The responses were curious then. They sound downright suspicious now.
“This is not the appropriate time to talk about the admissions scandal,” UCLA athletic director Dan Guerrero said.
That was Guerrero on Wednesday at basketball coach Mick Cronin’s introductory news conference.
Asked when would be the appropriate time to talk about the federal case, Guerrero replied, “It may never be appropriate, at this point in time.”
What has been revealed since then is that years before the current scandal, UCLA knew of parents pledging donations to the athletic department in exchange for the university admitting their children.
And there’s more.
In the aftermath of one such deal that was struck in 2013, Michael Maynard, then the track and field coach, told Guerrero in a letter that he facilitated the arrangement at the request of Josh Rebholz, who is now the school’s associate athletic director.
Consider the implications. Guerrero knew of the cash-for-admission practice. And if the contents of the letter were accurate, his top lieutenant actively promoted it.
UCLA has lost the trust of the public.
Not over something like hiring a basketball or football coach, which this athletic administration has botched several times. What was lost here was trust in the foundation of the school, its essence and fundamental purpose.
As much as UCLA likes to advertise how many of their athletic endeavors are privately funded, the university remains a public institution.
Set aside for a second the reality that sharp increases in tuition have made the university inaccessible to many families. UCLA is a state university. Guerrero and Rebholz are public servants. The public deserves better.
The university’s internal investigation into the 2013 matter determined the circumstances surrounding a particular young woman’s admission “removes any reasonable doubt that the contribution from the parents was obtained quid pro quo for the daughter’s admission.” No laws were broken but admissions policy was violated, according to a report on the investigation written by William Cormier, then the director of UCLA’s administrative policies and compliance office.
Suddenly it makes sense how an athletic department that prided itself on ethics and compliance could make overtures to John Calipari before settling on Cronin. Two of Calipari’s teams had to vacate their Final Four appearances.
Guerrero and Rebholz haven’t responded to requests for comment.
Their silence is deafening. Guerrero’s nonanswers from last week are haunting.

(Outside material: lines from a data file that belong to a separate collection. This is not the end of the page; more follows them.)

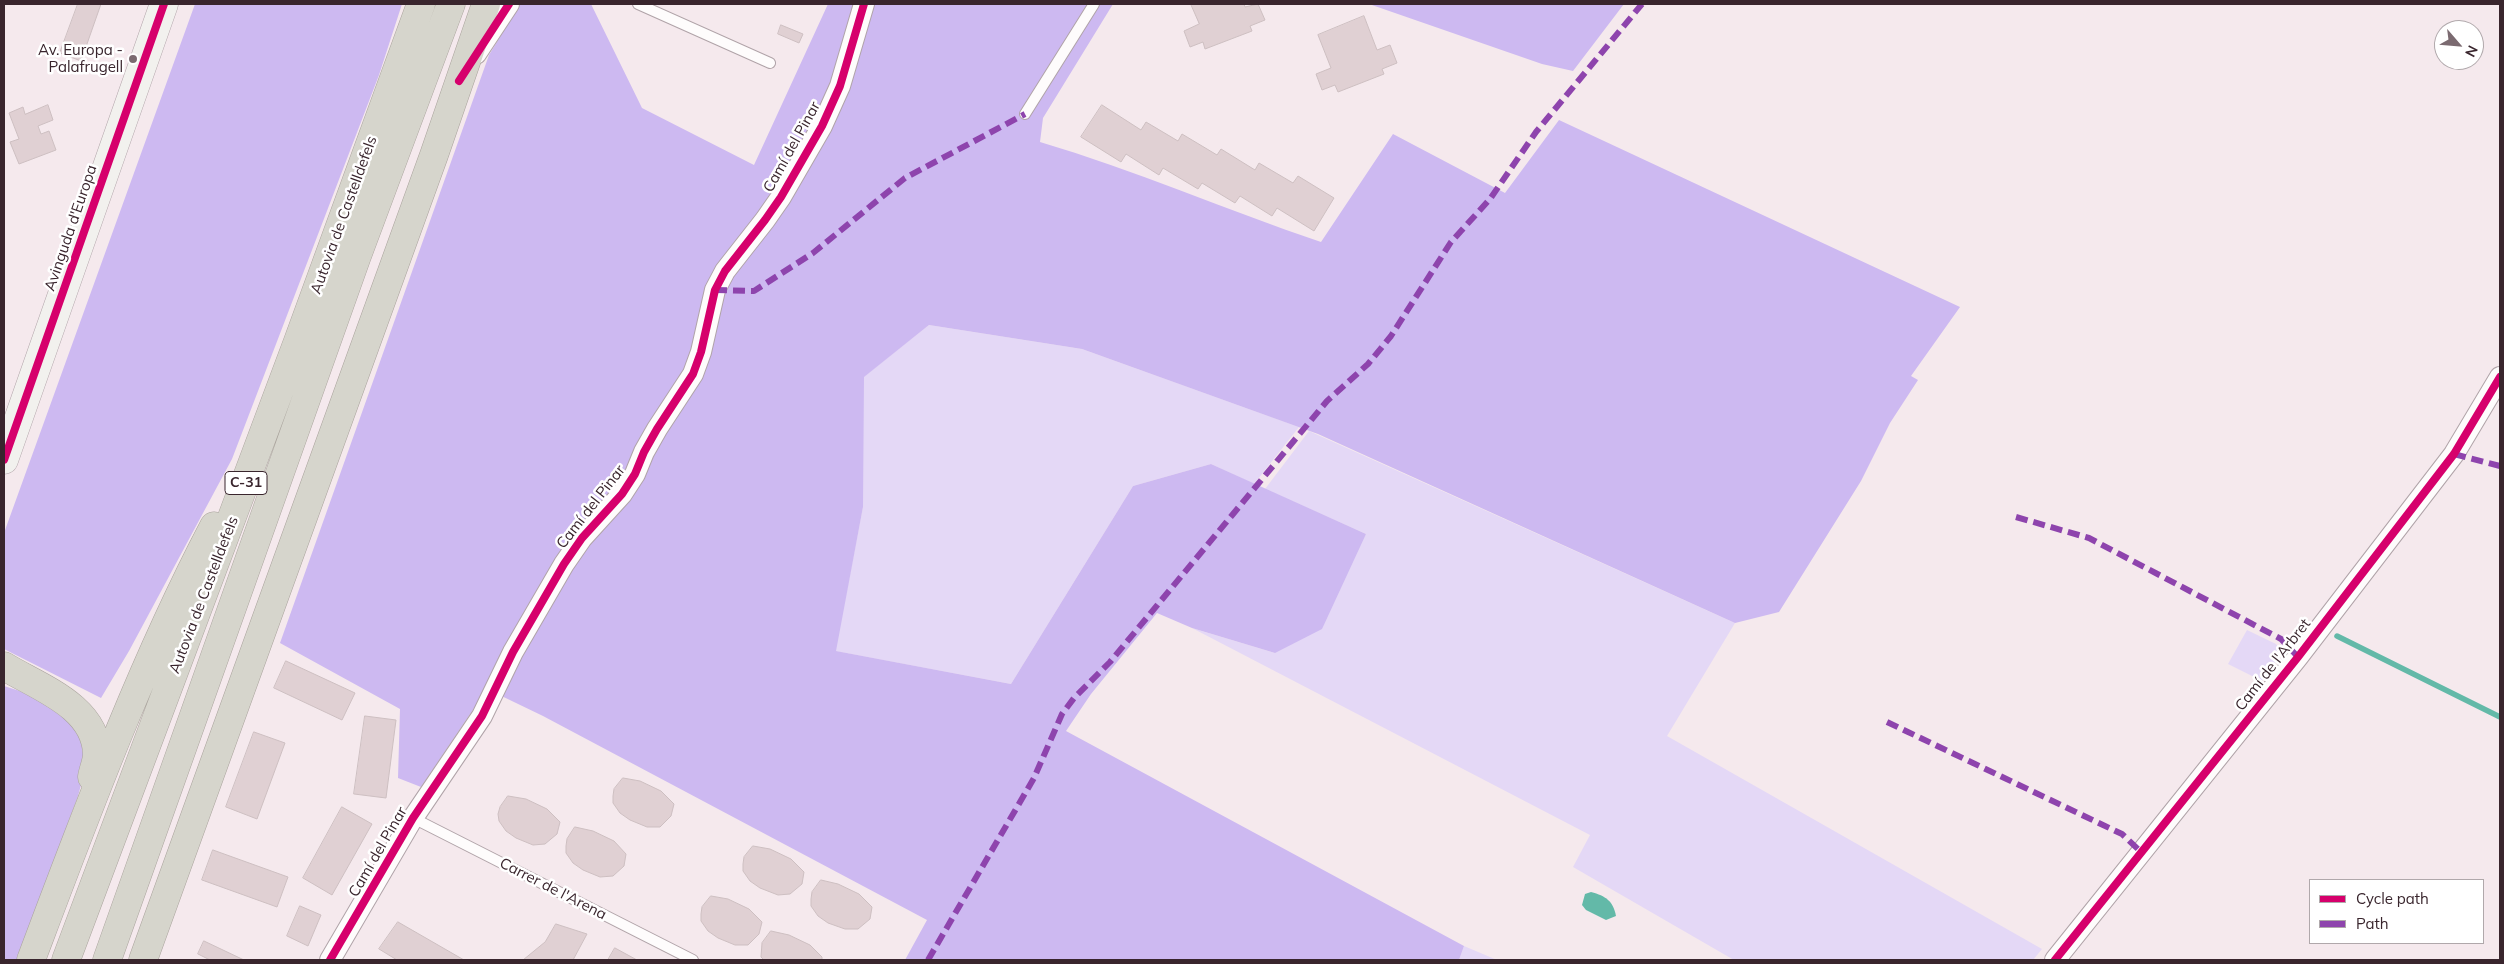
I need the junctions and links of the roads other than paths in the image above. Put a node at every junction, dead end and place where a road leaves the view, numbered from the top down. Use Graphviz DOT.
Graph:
graph roads {
  1 [pos="164,4"];
  2 [pos="421,4"];
  3 [pos="452,4"];
  4 [pos="486,4"];
  5 [pos="509,4"];
  6 [pos="638,4"];
  7 [pos="864,4"];
  8 [pos="1094,4"];
  9 [pos="770,63"];
  10 [pos="459,81"];
  11 [pos="1024,114"];
  12 [pos="2500,377"];
  13 [pos="268,423"];
  14 [pos="4,460"];
  15 [pos="7,670"];
  16 [pos="413,818"];
  17 [pos="67,868"];
  18 [pos="160,912"];
  19 [pos="31,960"];
  20 [pos="66,960"];
  21 [pos="107,960"];
  22 [pos="143,960"];
  23 [pos="150,960"];
  24 [pos="330,960"];
  25 [pos="693,960"];
  26 [pos="2055,960"];
  1 -- 14 [label="street, Avinguda d'Europa"];
  2 -- 13 [label="highway, Autovia de Castelldefels / C-31"];
  3 -- 21 [label="highway, Autovia de Castelldefels / C-31"];
  4 -- 10 [label="highway"];
  5 -- 10 [label="street"];
  6 -- 9 [label="lane"];
  7 -- 16 [label="street, Camí del Pinar"];
  8 -- 11 [label="lane"];
  10 -- 18 [label="highway"];
  12 -- 26 [label="street, Camí de l'Arbret"];
  13 -- 17 [label="highway"];
  13 -- 20 [label="highway, Autovia de Castelldefels / C-31"];
  15 -- 17 [label="highway"];
  16 -- 24 [label="street, Camí del Pinar"];
  16 -- 25 [label="lane, Carrer de l'Arena"];
  17 -- 19 [label="highway"];
  18 -- 22 [label="highway"];
  18 -- 23 [label="highway"];
}
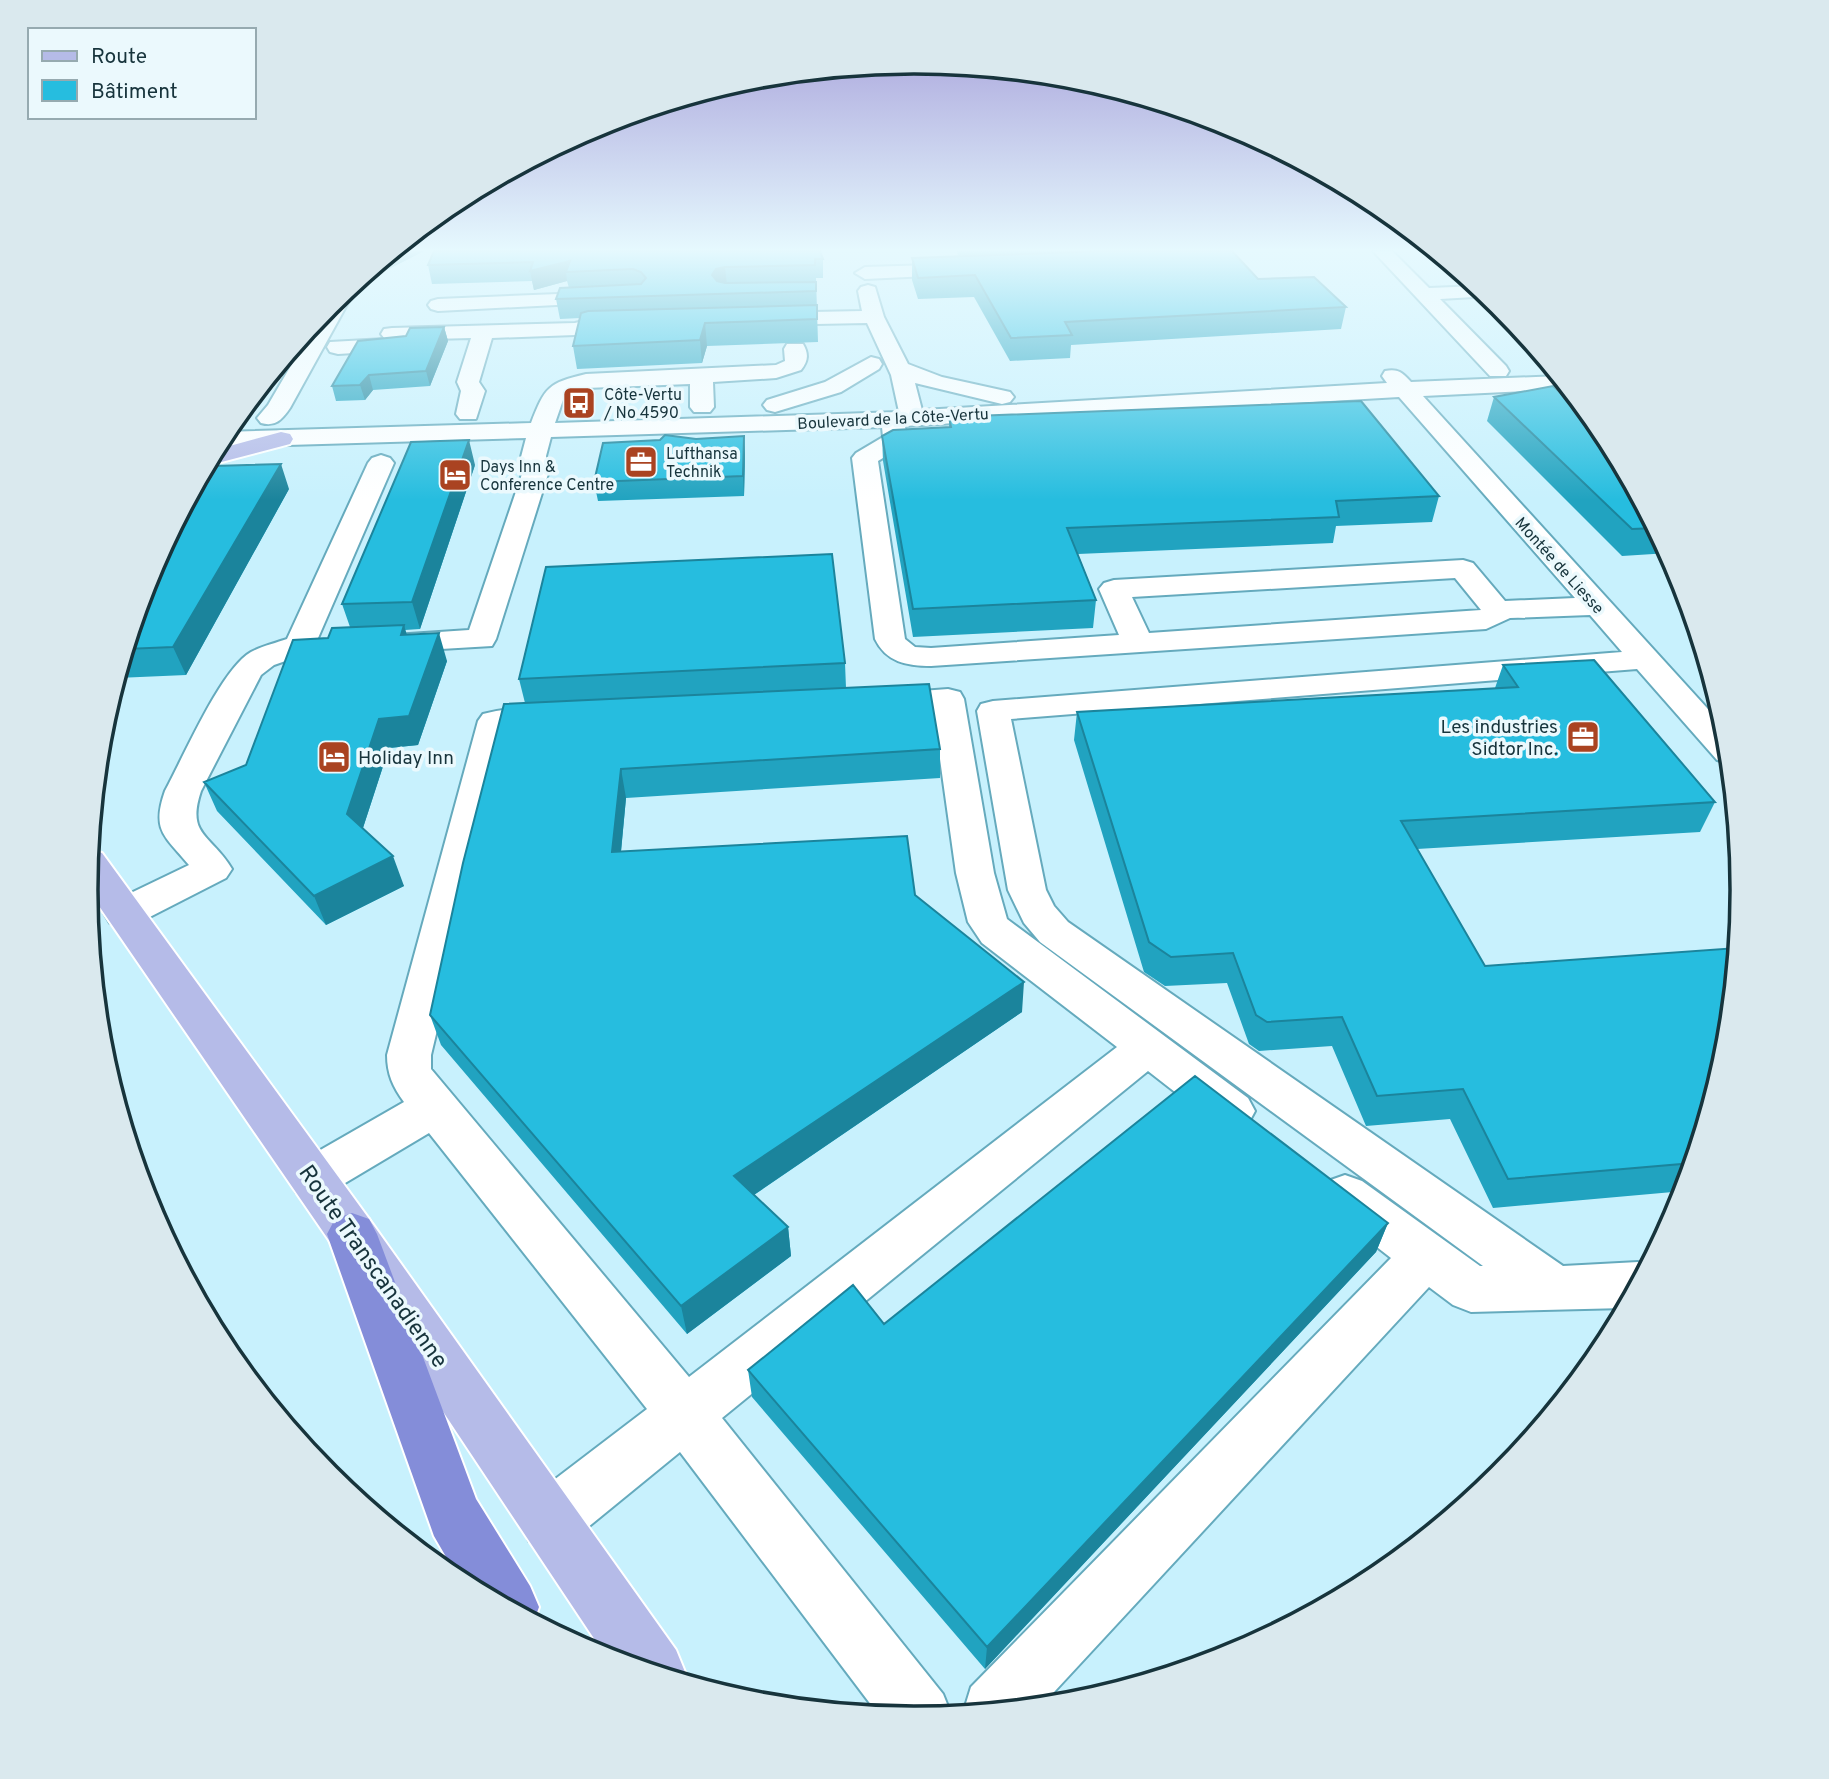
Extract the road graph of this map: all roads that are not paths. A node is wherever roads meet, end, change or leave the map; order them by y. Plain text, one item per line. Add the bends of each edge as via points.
1 (322, 334) edge
2 (468, 334) edge
3 (484, 334) edge
4 (873, 334) edge
5 (883, 334) edge
6 (1462, 334) edge
7 (338, 347) dead end
8 (795, 349) edge
9 (871, 364) junction
10 (900, 369) junction
11 (1543, 369) edge
12 (1498, 371) junction
13 (296, 374) junction
14 (701, 377) junction
15 (1398, 382) junction
16 (1554, 383) edge
17 (273, 386) edge
18 (1280, 396) junction
19 (1002, 397) junction
20 (775, 405) junction
21 (702, 407) junction
22 (891, 410) junction
23 (468, 414) junction
24 (1299, 418) edge
25 (266, 424) junction
26 (238, 434) edge
27 (533, 439) junction
28 (229, 447) edge
29 (390, 453) junction
30 (1598, 606) junction
31 (1497, 610) junction
32 (365, 643) edge
33 (1138, 643) junction
34 (1646, 659) junction
35 (838, 704) edge
36 (591, 716) edge
37 (1716, 738) edge
38 (99, 876) edge
39 (124, 913) junction
40 (1147, 1048) junction
41 (433, 1108) junction
42 (1266, 1137) edge
43 (1311, 1170) edge
44 (313, 1178) junction
45 (352, 1234) junction
46 (1426, 1255) junction
47 (1628, 1286) edge
48 (1555, 1289) junction
49 (684, 1413) junction
50 (550, 1520) junction
51 (499, 1592) edge
52 (645, 1660) edge
53 (1003, 1701) edge
54 (911, 1706) edge

1 - 13 street
2 - 7 street
3 - 23 street via 468,382 473,391
4 - 9 street
5 - 10 street
6 - 12 street
8 - 14 street via 794,364 782,370
9 - 20 street via 833,387
9 - 22 street
10 - 19 street via 936,383
10 - 22 street
11 - 12 street, Boulevard de la Côte-Vertu
12 - 15 street, Boulevard de la Côte-Vertu
13 - 17 street
13 - 25 street
14 - 21 street
14 - 27 street via 575,383 554,394
15 - 16 street, Boulevard de la Côte-Vertu
15 - 18 street, Boulevard de la Côte-Vertu
15 - 19 street, Boulevard de la Côte-Vertu
15 - 30 street, Montée de Liesse
18 - 22 street, Boulevard de la Côte-Vertu
18 - 24 street
19 - 22 street, Boulevard de la Côte-Vertu
20 - 21 street, Boulevard de la Côte-Vertu
20 - 22 street, Boulevard de la Côte-Vertu
21 - 27 street, Boulevard de la Côte-Vertu
22 - 27 street, Boulevard de la Côte-Vertu
22 - 33 street via 895,440 865,457 895,649 931,657
23 - 25 street, Boulevard de la Côte-Vertu
23 - 27 street, Boulevard de la Côte-Vertu
25 - 26 street, Boulevard de la Côte-Vertu
25 - 28 main road
25 - 29 street, Boulevard de la Côte-Vertu
27 - 29 street, Boulevard de la Côte-Vertu
27 - 32 street via 535,474 481,639
29 - 39 street via 313,645 263,658 250,668 183,792 177,826 213,869
30 - 31 street
30 - 34 street, Montée de Liesse
31 - 33 street via 1498,615 1486,620
31 - 33 street via 1463,569 1114,589
34 - 37 street, Montée de Liesse
34 - 48 street via 993,711 1027,890 1054,932
35 - 40 street via 948,699 975,873 988,922 1013,948
36 - 41 street via 495,721 409,1055 413,1081
38 - 39 main road, Route Transcanadienne
39 - 44 main road, Route Transcanadienne
40 - 42 street
40 - 49 street
41 - 44 street
41 - 49 street
43 - 46 street
44 - 45 main road, Route Transcanadienne
45 - 50 main road, Route Transcanadienne
45 - 51 highway via 454,1516
46 - 48 street via 1471,1289
46 - 53 street
47 - 48 street
49 - 50 street
49 - 54 street
50 - 52 main road, Route Transcanadienne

If what Guerrero said last week was disturbing, the statement he released in the wake of the federal indictments was comical.
“Despite the fact that we have confidence in the existing process, a breach of the system can obviously occur when individuals choose to act unethically, and contrary to the level of integrity that we expect,” Guerrero said.
The same alibi can’t be used to defend what was described in Cormier’s report, which didn’t accuse any coaches of receiving any financial benefits for the deals. “The conclusion reached … is that the coaches involved were motivated principally by the expectation of a financial benefit to the University, in violation of Regents policy,” the report said.
In short, the culprits weren’t acting on behalf of themselves, as was allegedly the case at USC. They were acting on behalf of the university. This was systemic corruption.
Guerrero said in his statement responding to the Salcedo indictment, “In collaboration with the University, we are currently reviewing every aspect of the student-athlete admissions process. We will use this opportunity to identify areas that can be strengthened, and we will take the appropriate steps to do so.”
The problem is that UCLA already did, or was at least instructed to do so. In the wake of the 2014 investigation, the school said in a statement, “The investigation’s recommendations focused on providing staff with training regarding, and accountability for following, UC admissions policies.”
That didn’t prevent Salcedo from allegedly taking $200,000 in exchange for his illicit services.
The university didn’t explain why the investigation wasn’t reopened or why Rebholz wasn’t punished. Nor did the school explain why Maynard was allowed to remain with the track and field program until 2017 if the investigator didn’t find his accusations against Rebholz serious enough to interview Rebholz.
Absent these details, UCLA looks as if it tried to sweep the problem under the good old rug.
Now, it’s possible Guerrero never read Maynard’s letter and was unaware of what was happening in his department. But if the school looked into this, why wouldn’t Guerrero be informed?
None of this looks good.
Some might argue that deals like this probably happen elsewhere and therefore shouldn’t be viewed as scandalous, but that would be wrong. This isn’t even a case of holding UCLA to a higher standard. This is about holding one of the crown jewels of American education to a basic standard.
UCLA has to be better. UCLA has to be trustworthy. Right now, it’s not.